Wahhabitische Islamisten wie die Gruppen Jaish Mohammed oder Islamischer Dschihad hätten einer Zusammenarbeit zugestimmt, obgleich sie Saddam und die weltliche Ideologie der Ba'ath-Partei ablehnen. Gestartet werden soll, wie der ehemalige Offizier sagt, der angeblich zur Mitarbeit beim geplanten Aufstand aufgefordert wurde, mit einem spektakulären Anschlag, beispielsweise auf eine Ölraffinerie. Die Gruppe habe ausreichend Geld, dabei seien auch viele Offiziere und Soldaten: "Die Koalition trieb sie in die Arme der Ba'athisten, weil sie die ganze Armee und die Sicherheitsdienste auflöste. Das führte bei diesen Männern zu Verzweiflung und Hass, wodurch sie mit Geld und Propaganda zur leichten Beute der Ba'athisten werden."

Schon jetzt würden Menschen, die einen Amerikaner töten, Geld erhalten. Zuerst sei eine Prämie zwischen 500 und 600 US-Dollar geboten worden, jetzt habe man sie auf 700 US-Dollar oder eine Million Dinar angehoben. Noch sei die Widerstandsgruppe auf Sunniten und Anhänger der Ba'ath-Partei beschränkt. Die Schiiten würden, so der ehemalige Offizier, noch abwarten.

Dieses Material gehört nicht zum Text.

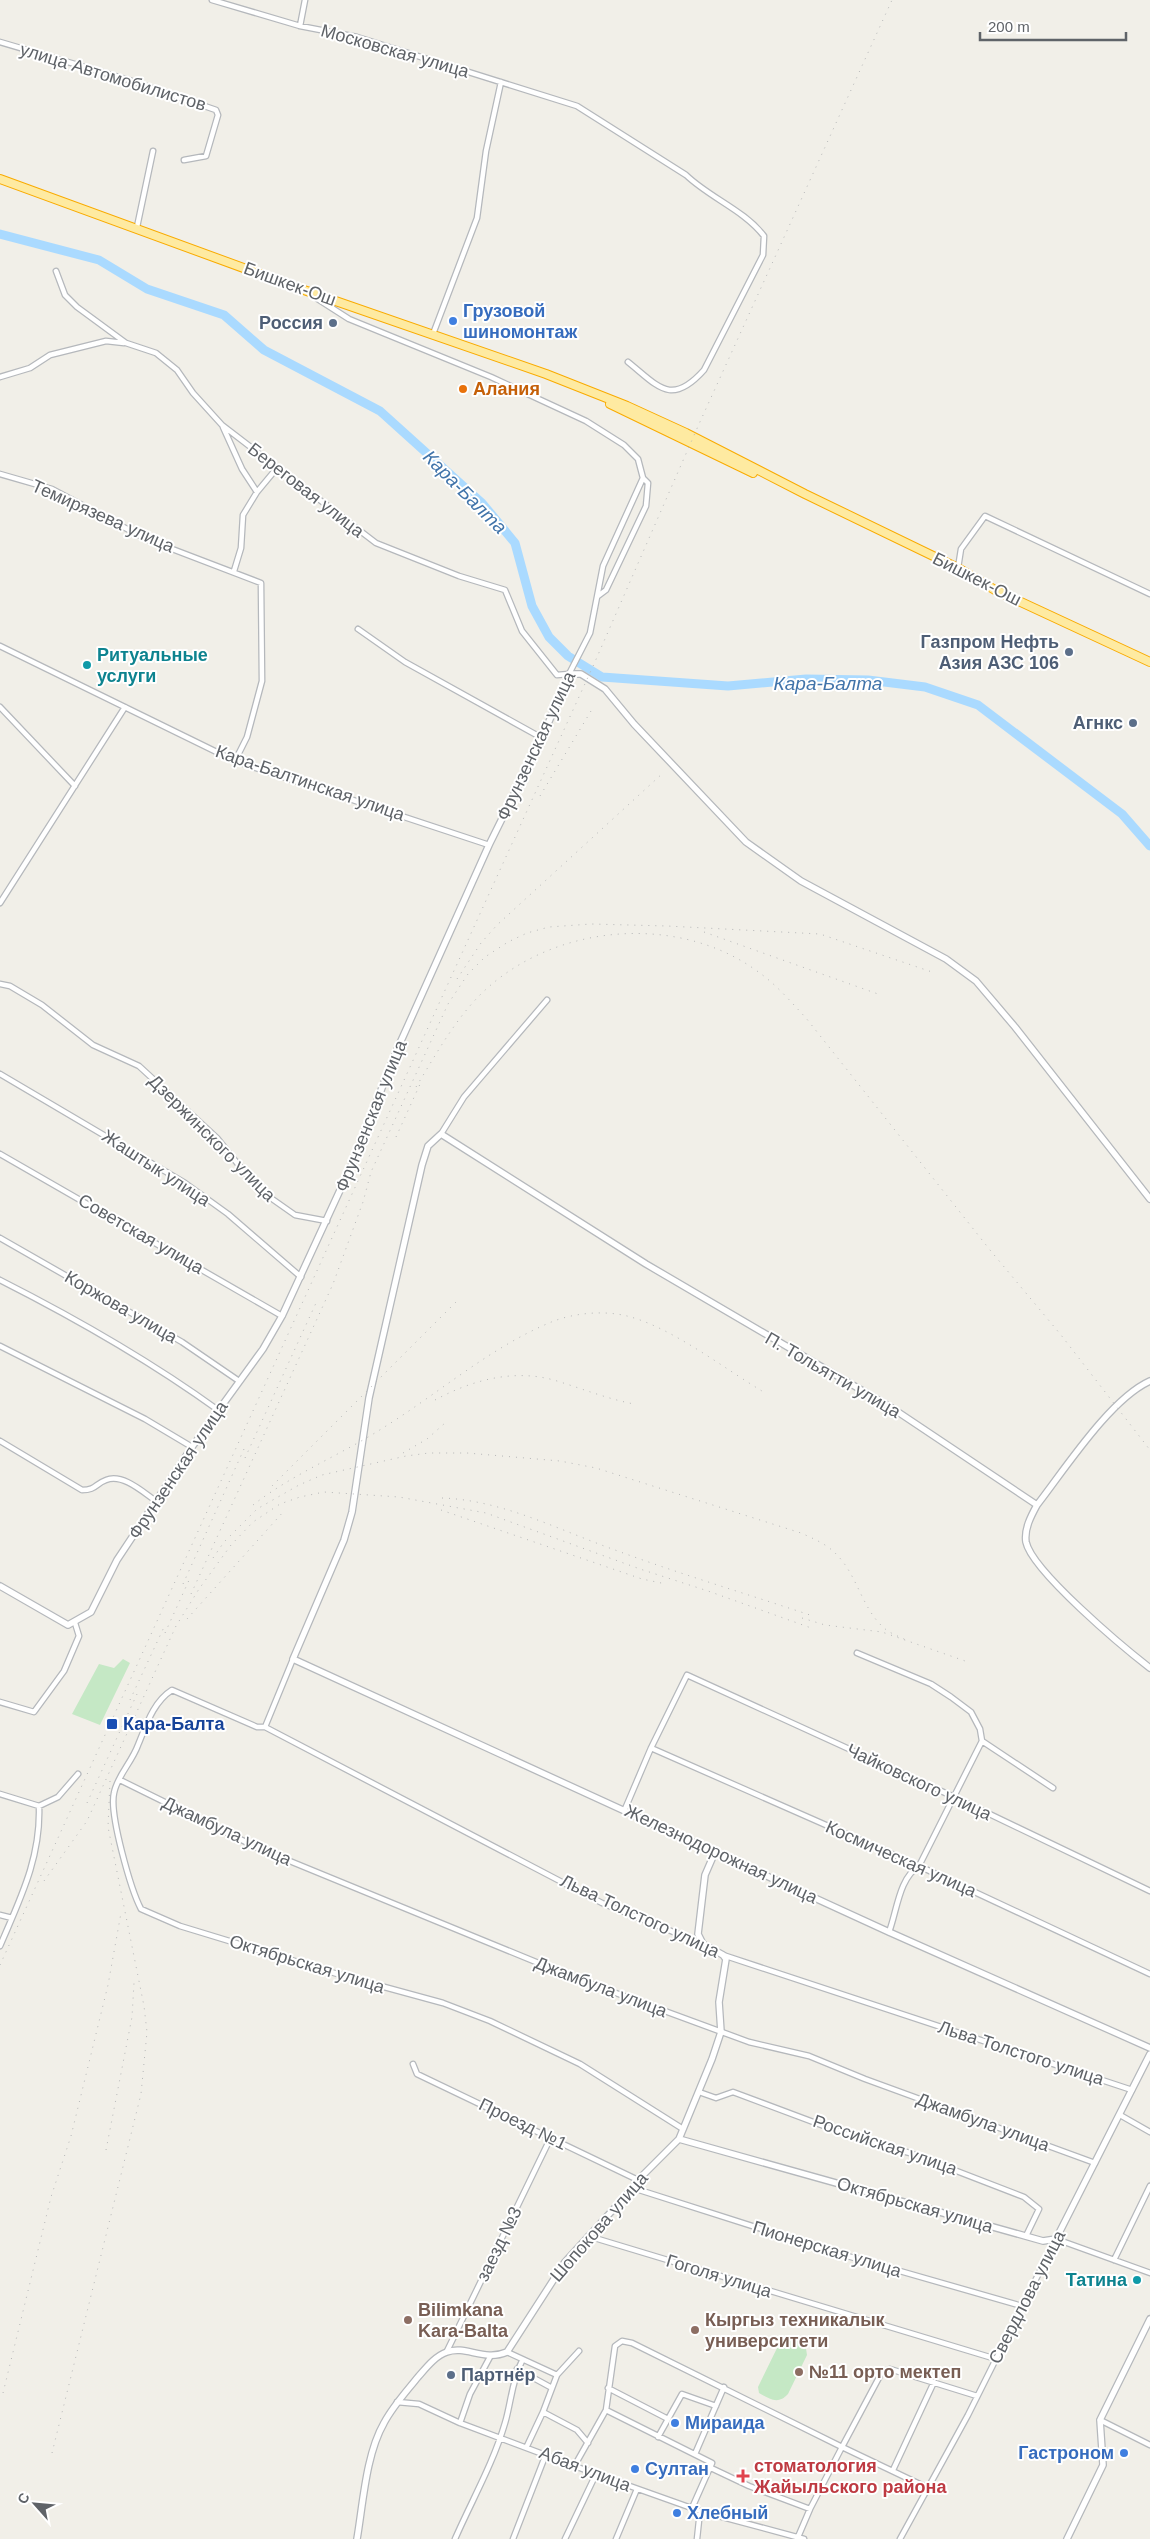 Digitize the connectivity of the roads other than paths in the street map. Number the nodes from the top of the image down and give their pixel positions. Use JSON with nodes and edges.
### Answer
{"nodes":[{"id":1,"x":212,"y":0,"type":"edge"},
{"id":2,"x":305,"y":0,"type":"edge"},
{"id":3,"x":300,"y":26,"type":"junction"},
{"id":4,"x":0,"y":42,"type":"edge"},
{"id":5,"x":501,"y":82,"type":"junction"},
{"id":6,"x":153,"y":151,"type":"dead end"},
{"id":7,"x":184,"y":160,"type":"dead end"},
{"id":8,"x":0,"y":178,"type":"edge"},
{"id":9,"x":137,"y":228,"type":"junction"},
{"id":10,"x":56,"y":271,"type":"dead end"},
{"id":11,"x":301,"y":289,"type":"junction"},
{"id":12,"x":433,"y":334,"type":"junction"},
{"id":13,"x":126,"y":343,"type":"junction"},
{"id":14,"x":628,"y":362,"type":"dead end"},
{"id":15,"x":0,"y":377,"type":"edge"},
{"id":16,"x":222,"y":425,"type":"junction"},
{"id":17,"x":277,"y":468,"type":"junction"},
{"id":18,"x":0,"y":474,"type":"edge"},
{"id":19,"x":643,"y":478,"type":"junction"},
{"id":20,"x":257,"y":492,"type":"junction"},
{"id":21,"x":958,"y":568,"type":"junction"},
{"id":22,"x":234,"y":571,"type":"junction"},
{"id":23,"x":1150,"y":594,"type":"edge"},
{"id":24,"x":598,"y":596,"type":"junction"},
{"id":25,"x":358,"y":629,"type":"dead end"},
{"id":26,"x":0,"y":646,"type":"edge"},
{"id":27,"x":1150,"y":662,"type":"edge"},
{"id":28,"x":569,"y":674,"type":"junction"},
{"id":29,"x":0,"y":707,"type":"edge"},
{"id":30,"x":126,"y":707,"type":"junction"},
{"id":31,"x":542,"y":738,"type":"junction"},
{"id":32,"x":236,"y":761,"type":"junction"},
{"id":33,"x":75,"y":786,"type":"junction"},
{"id":34,"x":489,"y":845,"type":"junction"},
{"id":35,"x":0,"y":903,"type":"edge"},
{"id":36,"x":0,"y":984,"type":"edge"},
{"id":37,"x":547,"y":1000,"type":"dead end"},
{"id":38,"x":0,"y":1074,"type":"edge"},
{"id":39,"x":441,"y":1134,"type":"junction"},
{"id":40,"x":0,"y":1154,"type":"edge"},
{"id":41,"x":1150,"y":1199,"type":"edge"},
{"id":42,"x":327,"y":1221,"type":"junction"},
{"id":43,"x":0,"y":1238,"type":"edge"},
{"id":44,"x":301,"y":1277,"type":"junction"},
{"id":45,"x":0,"y":1280,"type":"edge"},
{"id":46,"x":282,"y":1316,"type":"junction"},
{"id":47,"x":0,"y":1346,"type":"edge"},
{"id":48,"x":239,"y":1380,"type":"junction"},
{"id":49,"x":1150,"y":1381,"type":"edge"},
{"id":50,"x":218,"y":1410,"type":"junction"},
{"id":51,"x":0,"y":1441,"type":"edge"},
{"id":52,"x":192,"y":1447,"type":"junction"},
{"id":53,"x":156,"y":1501,"type":"junction"},
{"id":54,"x":1037,"y":1505,"type":"junction"},
{"id":55,"x":0,"y":1586,"type":"edge"},
{"id":56,"x":75,"y":1622,"type":"junction"},
{"id":57,"x":857,"y":1653,"type":"dead end"},
{"id":58,"x":293,"y":1659,"type":"junction"},
{"id":59,"x":1150,"y":1668,"type":"edge"},
{"id":60,"x":172,"y":1690,"type":"joint"},
{"id":61,"x":0,"y":1702,"type":"edge"},
{"id":62,"x":265,"y":1726,"type":"junction"},
{"id":63,"x":982,"y":1741,"type":"junction"},
{"id":64,"x":651,"y":1748,"type":"junction"},
{"id":65,"x":78,"y":1774,"type":"dead end"},
{"id":66,"x":120,"y":1780,"type":"junction"},
{"id":67,"x":1053,"y":1788,"type":"dead end"},
{"id":68,"x":0,"y":1794,"type":"edge"},
{"id":69,"x":952,"y":1796,"type":"junction"},
{"id":70,"x":39,"y":1806,"type":"junction"},
{"id":71,"x":625,"y":1809,"type":"junction"},
{"id":72,"x":715,"y":1852,"type":"junction"},
{"id":73,"x":919,"y":1866,"type":"junction"},
{"id":74,"x":1150,"y":1891,"type":"edge"},
{"id":75,"x":0,"y":1915,"type":"edge"},
{"id":76,"x":12,"y":1918,"type":"junction"},
{"id":77,"x":889,"y":1932,"type":"junction"},
{"id":78,"x":703,"y":1944,"type":"junction"},
{"id":79,"x":0,"y":1946,"type":"edge"},
{"id":80,"x":723,"y":1955,"type":"junction"},
{"id":81,"x":1150,"y":1974,"type":"edge"},
{"id":82,"x":721,"y":2032,"type":"junction"},
{"id":83,"x":1150,"y":2048,"type":"edge"},
{"id":84,"x":1150,"y":2054,"type":"edge"},
{"id":85,"x":413,"y":2064,"type":"dead end"},
{"id":86,"x":1132,"y":2090,"type":"junction"},
{"id":87,"x":699,"y":2092,"type":"junction"},
{"id":88,"x":1120,"y":2115,"type":"junction"},
{"id":89,"x":683,"y":2129,"type":"junction"},
{"id":90,"x":1150,"y":2132,"type":"edge"},
{"id":91,"x":551,"y":2138,"type":"junction"},
{"id":92,"x":679,"y":2139,"type":"junction"},
{"id":93,"x":1095,"y":2163,"type":"junction"},
{"id":94,"x":638,"y":2180,"type":"junction"},
{"id":95,"x":1150,"y":2186,"type":"edge"},
{"id":96,"x":633,"y":2188,"type":"junction"},
{"id":97,"x":586,"y":2236,"type":"junction"},
{"id":98,"x":1026,"y":2236,"type":"junction"},
{"id":99,"x":1056,"y":2239,"type":"junction"},
{"id":100,"x":1114,"y":2260,"type":"junction"},
{"id":101,"x":1150,"y":2273,"type":"edge"},
{"id":102,"x":1022,"y":2306,"type":"junction"},
{"id":103,"x":1150,"y":2319,"type":"edge"},
{"id":104,"x":447,"y":2351,"type":"junction"},
{"id":105,"x":579,"y":2351,"type":"dead end"},
{"id":106,"x":506,"y":2352,"type":"junction"},
{"id":107,"x":490,"y":2357,"type":"junction"},
{"id":108,"x":996,"y":2359,"type":"junction"},
{"id":109,"x":522,"y":2361,"type":"junction"},
{"id":110,"x":517,"y":2370,"type":"junction"},
{"id":111,"x":557,"y":2375,"type":"junction"},
{"id":112,"x":934,"y":2382,"type":"junction"},
{"id":113,"x":724,"y":2387,"type":"junction"},
{"id":114,"x":552,"y":2388,"type":"junction"},
{"id":115,"x":608,"y":2388,"type":"junction"},
{"id":116,"x":977,"y":2396,"type":"junction"},
{"id":117,"x":397,"y":2402,"type":"junction"},
{"id":118,"x":716,"y":2406,"type":"junction"},
{"id":119,"x":606,"y":2410,"type":"junction"},
{"id":120,"x":543,"y":2412,"type":"junction"},
{"id":121,"x":668,"y":2419,"type":"junction"},
{"id":122,"x":1100,"y":2420,"type":"junction"},
{"id":123,"x":460,"y":2423,"type":"junction"},
{"id":124,"x":500,"y":2436,"type":"junction"},
{"id":125,"x":658,"y":2437,"type":"junction"},
{"id":126,"x":588,"y":2443,"type":"junction"},
{"id":127,"x":1150,"y":2445,"type":"edge"},
{"id":128,"x":527,"y":2446,"type":"junction"},
{"id":129,"x":842,"y":2447,"type":"junction"},
{"id":130,"x":546,"y":2454,"type":"junction"},
{"id":131,"x":694,"y":2454,"type":"junction"},
{"id":132,"x":574,"y":2465,"type":"junction"},
{"id":133,"x":711,"y":2468,"type":"junction"},
{"id":134,"x":893,"y":2470,"type":"junction"},
{"id":135,"x":596,"y":2474,"type":"junction"},
{"id":136,"x":928,"y":2488,"type":"junction"},
{"id":137,"x":637,"y":2489,"type":"junction"},
{"id":138,"x":692,"y":2508,"type":"junction"},
{"id":139,"x":810,"y":2509,"type":"junction"},
{"id":140,"x":700,"y":2511,"type":"junction"},
{"id":141,"x":798,"y":2537,"type":"junction"},
{"id":142,"x":357,"y":2539,"type":"edge"},
{"id":143,"x":455,"y":2539,"type":"edge"},
{"id":144,"x":513,"y":2539,"type":"edge"},
{"id":145,"x":565,"y":2539,"type":"edge"},
{"id":146,"x":616,"y":2539,"type":"edge"},
{"id":147,"x":697,"y":2539,"type":"edge"},
{"id":148,"x":804,"y":2539,"type":"edge"},
{"id":149,"x":900,"y":2539,"type":"edge"},
{"id":150,"x":1067,"y":2539,"type":"edge"}],
"edges":[{"from":1,"to":3,"type":"street","name":"Московская улица"},
{"from":2,"to":3,"type":"street"},
{"from":3,"to":5,"type":"street","name":"Московская улица"},
{"from":4,"to":7,"type":"street","name":"улица Автомобилистов"},
{"from":5,"to":12,"type":"street"},
{"from":5,"to":14,"type":"street","name":"Московская улица"},
{"from":6,"to":9,"type":"street"},
{"from":8,"to":9,"type":"highway","name":"Бишкек-Ош"},
{"from":9,"to":11,"type":"highway","name":"Бишкек-Ош"},
{"from":10,"to":13,"type":"street","name":"Береговая улица"},
{"from":11,"to":12,"type":"highway","name":"Бишкек-Ош"},
{"from":11,"to":19,"type":"street"},
{"from":12,"to":21,"type":"highway","name":"Бишкек-Ош"},
{"from":13,"to":15,"type":"street"},
{"from":13,"to":16,"type":"street","name":"Береговая улица"},
{"from":16,"to":17,"type":"street","name":"Береговая улица"},
{"from":16,"to":20,"type":"street"},
{"from":17,"to":20,"type":"street"},
{"from":17,"to":28,"type":"street","name":"Береговая улица"},
{"from":18,"to":22,"type":"street","name":"Темирязева улица"},
{"from":19,"to":24,"type":"street","name":"Фрунзенская улица"},
{"from":19,"to":24,"type":"street"},
{"from":20,"to":22,"type":"street"},
{"from":21,"to":23,"type":"street"},
{"from":21,"to":27,"type":"highway","name":"Бишкек-Ош"},
{"from":22,"to":32,"type":"street","name":"Темирязева улица"},
{"from":24,"to":28,"type":"street","name":"Фрунзенская улица"},
{"from":25,"to":31,"type":"street"},
{"from":26,"to":30,"type":"street","name":"Кара-Балтинская улица"},
{"from":28,"to":31,"type":"street","name":"Фрунзенская улица"},
{"from":28,"to":41,"type":"street"},
{"from":29,"to":33,"type":"street"},
{"from":30,"to":32,"type":"street","name":"Кара-Балтинская улица"},
{"from":30,"to":33,"type":"street"},
{"from":31,"to":34,"type":"street","name":"Фрунзенская улица"},
{"from":32,"to":34,"type":"street","name":"Кара-Балтинская улица"},
{"from":33,"to":35,"type":"street"},
{"from":34,"to":42,"type":"street","name":"Фрунзенская улица"},
{"from":36,"to":42,"type":"street","name":"Дзержинского улица"},
{"from":37,"to":39,"type":"street"},
{"from":38,"to":44,"type":"street","name":"Жаштык улица"},
{"from":39,"to":54,"type":"street","name":"П. Тольятти улица"},
{"from":39,"to":58,"type":"street"},
{"from":40,"to":46,"type":"street","name":"Советская улица"},
{"from":42,"to":44,"type":"street","name":"Фрунзенская улица"},
{"from":43,"to":48,"type":"street","name":"Коржова улица"},
{"from":44,"to":46,"type":"street","name":"Фрунзенская улица"},
{"from":45,"to":50,"type":"street"},
{"from":46,"to":48,"type":"street","name":"Фрунзенская улица"},
{"from":47,"to":52,"type":"street"},
{"from":48,"to":50,"type":"street","name":"Фрунзенская улица"},
{"from":49,"to":54,"type":"street"},
{"from":50,"to":52,"type":"street","name":"Фрунзенская улица"},
{"from":51,"to":53,"type":"street"},
{"from":52,"to":53,"type":"street","name":"Фрунзенская улица"},
{"from":53,"to":56,"type":"street","name":"Фрунзенская улица"},
{"from":54,"to":59,"type":"street"},
{"from":55,"to":56,"type":"street"},
{"from":56,"to":61,"type":"street"},
{"from":57,"to":63,"type":"street"},
{"from":58,"to":62,"type":"street"},
{"from":58,"to":71,"type":"street","name":"Железнодорожная улица"},
{"from":60,"to":62,"type":"street","name":"Льва Толстого улица"},
{"from":60,"to":66,"type":"street","name":"Октябрьская улица"},
{"from":62,"to":78,"type":"street","name":"Льва Толстого улица"},
{"from":63,"to":67,"type":"street"},
{"from":63,"to":69,"type":"street"},
{"from":64,"to":69,"type":"street","name":"Чайковского улица"},
{"from":64,"to":71,"type":"street"},
{"from":64,"to":73,"type":"street","name":"Космическая улица"},
{"from":65,"to":70,"type":"street"},
{"from":66,"to":82,"type":"street","name":"Джамбула улица"},
{"from":66,"to":89,"type":"street","name":"Октябрьская улица"},
{"from":68,"to":70,"type":"street"},
{"from":69,"to":73,"type":"street"},
{"from":69,"to":74,"type":"street","name":"Чайковского улица"},
{"from":70,"to":76,"type":"street"},
{"from":71,"to":72,"type":"street","name":"Железнодорожная улица"},
{"from":72,"to":77,"type":"street","name":"Железнодорожная улица"},
{"from":72,"to":78,"type":"street"},
{"from":73,"to":77,"type":"street"},
{"from":73,"to":81,"type":"street","name":"Космическая улица"},
{"from":75,"to":76,"type":"street"},
{"from":76,"to":79,"type":"street"},
{"from":77,"to":83,"type":"street","name":"Железнодорожная улица"},
{"from":78,"to":80,"type":"street","name":"Льва Толстого улица"},
{"from":80,"to":82,"type":"street","name":"Шопокова улица"},
{"from":80,"to":86,"type":"street","name":"Льва Толстого улица"},
{"from":82,"to":87,"type":"street","name":"Шопокова улица"},
{"from":82,"to":93,"type":"street","name":"Джамбула улица"},
{"from":84,"to":86,"type":"street","name":"Свердлова улица"},
{"from":85,"to":91,"type":"street","name":"Проезд №1"},
{"from":86,"to":88,"type":"street","name":"Свердлова улица"},
{"from":87,"to":89,"type":"street","name":"Шопокова улица"},
{"from":87,"to":98,"type":"street","name":"Российская улица"},
{"from":88,"to":90,"type":"street"},
{"from":88,"to":93,"type":"street","name":"Свердлова улица"},
{"from":89,"to":92,"type":"street","name":"Шопокова улица"},
{"from":91,"to":94,"type":"street","name":"Проезд №1"},
{"from":91,"to":104,"type":"street","name":"заезд №3"},
{"from":92,"to":94,"type":"street","name":"Шопокова улица"},
{"from":92,"to":98,"type":"street","name":"Октябрьская улица"},
{"from":93,"to":99,"type":"street","name":"Свердлова улица"},
{"from":94,"to":96,"type":"street","name":"Шопокова улица"},
{"from":95,"to":100,"type":"street"},
{"from":96,"to":97,"type":"street","name":"Шопокова улица"},
{"from":96,"to":102,"type":"street","name":"Пионерская улица"},
{"from":97,"to":106,"type":"street","name":"Шопокова улица"},
{"from":97,"to":108,"type":"street","name":"Гоголя улица"},
{"from":98,"to":99,"type":"street","name":"Октябрьская улица"},
{"from":99,"to":100,"type":"street","name":"Октябрьская улица"},
{"from":99,"to":102,"type":"street","name":"Свердлова улица"},
{"from":100,"to":101,"type":"street","name":"Октябрьская улица"},
{"from":102,"to":108,"type":"street","name":"Свердлова улица"},
{"from":103,"to":122,"type":"street"},
{"from":104,"to":107,"type":"street"},
{"from":104,"to":117,"type":"street"},
{"from":105,"to":111,"type":"street"},
{"from":106,"to":107,"type":"street"},
{"from":106,"to":109,"type":"street"},
{"from":107,"to":123,"type":"street"},
{"from":108,"to":116,"type":"street","name":"Свердлова улица"},
{"from":109,"to":110,"type":"street"},
{"from":109,"to":111,"type":"street"},
{"from":110,"to":114,"type":"street"},
{"from":110,"to":124,"type":"street"},
{"from":111,"to":114,"type":"street"},
{"from":112,"to":116,"type":"street"},
{"from":112,"to":129,"type":"street"},
{"from":112,"to":134,"type":"street"},
{"from":113,"to":115,"type":"street"},
{"from":113,"to":118,"type":"street"},
{"from":113,"to":129,"type":"street"},
{"from":114,"to":120,"type":"street"},
{"from":115,"to":119,"type":"street"},
{"from":115,"to":121,"type":"street"},
{"from":116,"to":136,"type":"street","name":"Свердлова улица"},
{"from":117,"to":123,"type":"street","name":"Абая улица"},
{"from":117,"to":142,"type":"street"},
{"from":118,"to":121,"type":"street"},
{"from":118,"to":131,"type":"street"},
{"from":119,"to":125,"type":"street"},
{"from":119,"to":126,"type":"street"},
{"from":120,"to":126,"type":"street"},
{"from":120,"to":128,"type":"street"},
{"from":121,"to":125,"type":"street"},
{"from":122,"to":127,"type":"street"},
{"from":122,"to":150,"type":"street"},
{"from":123,"to":124,"type":"street","name":"Абая улица"},
{"from":124,"to":128,"type":"street","name":"Абая улица"},
{"from":124,"to":143,"type":"street"},
{"from":125,"to":131,"type":"street"},
{"from":126,"to":132,"type":"street"},
{"from":128,"to":130,"type":"street","name":"Абая улица"},
{"from":129,"to":134,"type":"street"},
{"from":129,"to":139,"type":"street"},
{"from":130,"to":132,"type":"street","name":"Абая улица"},
{"from":130,"to":144,"type":"street"},
{"from":131,"to":133,"type":"street"},
{"from":132,"to":135,"type":"street","name":"Абая улица"},
{"from":133,"to":138,"type":"street"},
{"from":133,"to":139,"type":"street"},
{"from":134,"to":136,"type":"street"},
{"from":135,"to":137,"type":"street","name":"Абая улица"},
{"from":135,"to":145,"type":"street"},
{"from":136,"to":149,"type":"street","name":"Свердлова улица"},
{"from":137,"to":138,"type":"street","name":"Абая улица"},
{"from":137,"to":146,"type":"street"},
{"from":138,"to":140,"type":"street","name":"Абая улица"},
{"from":139,"to":141,"type":"street"},
{"from":140,"to":141,"type":"street","name":"Абая улица"},
{"from":140,"to":147,"type":"street"},
{"from":141,"to":148,"type":"street","name":"Абая улица"}]}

Auch in Afghanistan könnte die Situation sich womöglich bald verschärfen. Beim Haus der afghanischen Verteidigungsministers wurde eine Bombe entdeckt. Die UN warnte ihre Mitarbeiter vor neuen Selbstmordanschlägen, die in den nächsten Tagen gegen führende Mitglieder der afghanischen Regierung, US-Soldaten oder Angehörige der ISAF geplant sein könnten. Und es tauchten Flugblätter der Taliban im pakistanischen Grenzort Spin Boldak auf, in denen mitgeteilt wird, dass sich eine "Selbstmordanschlagsgruppe von Taliban-Mudschaheddin" gebildet habe, die die "Taliban-Märtyrer" mit Anschlägen auf hohe Mitglieder der afghanischen Regierung und auf amerikanische und britische Soldaten rächen will. Die UN sieht durch die wachsende Unsicherheit und die Rauschgiftwirtschaft den gesamten politischen Prozess in Afghanistan gefährdert und fordert die internationale Gemeinschaft dazu auf, für mehr Sicherheit und Hilfe zu sorgen. Die Geduld der Bevölkerung sei nur noch sehr dünn.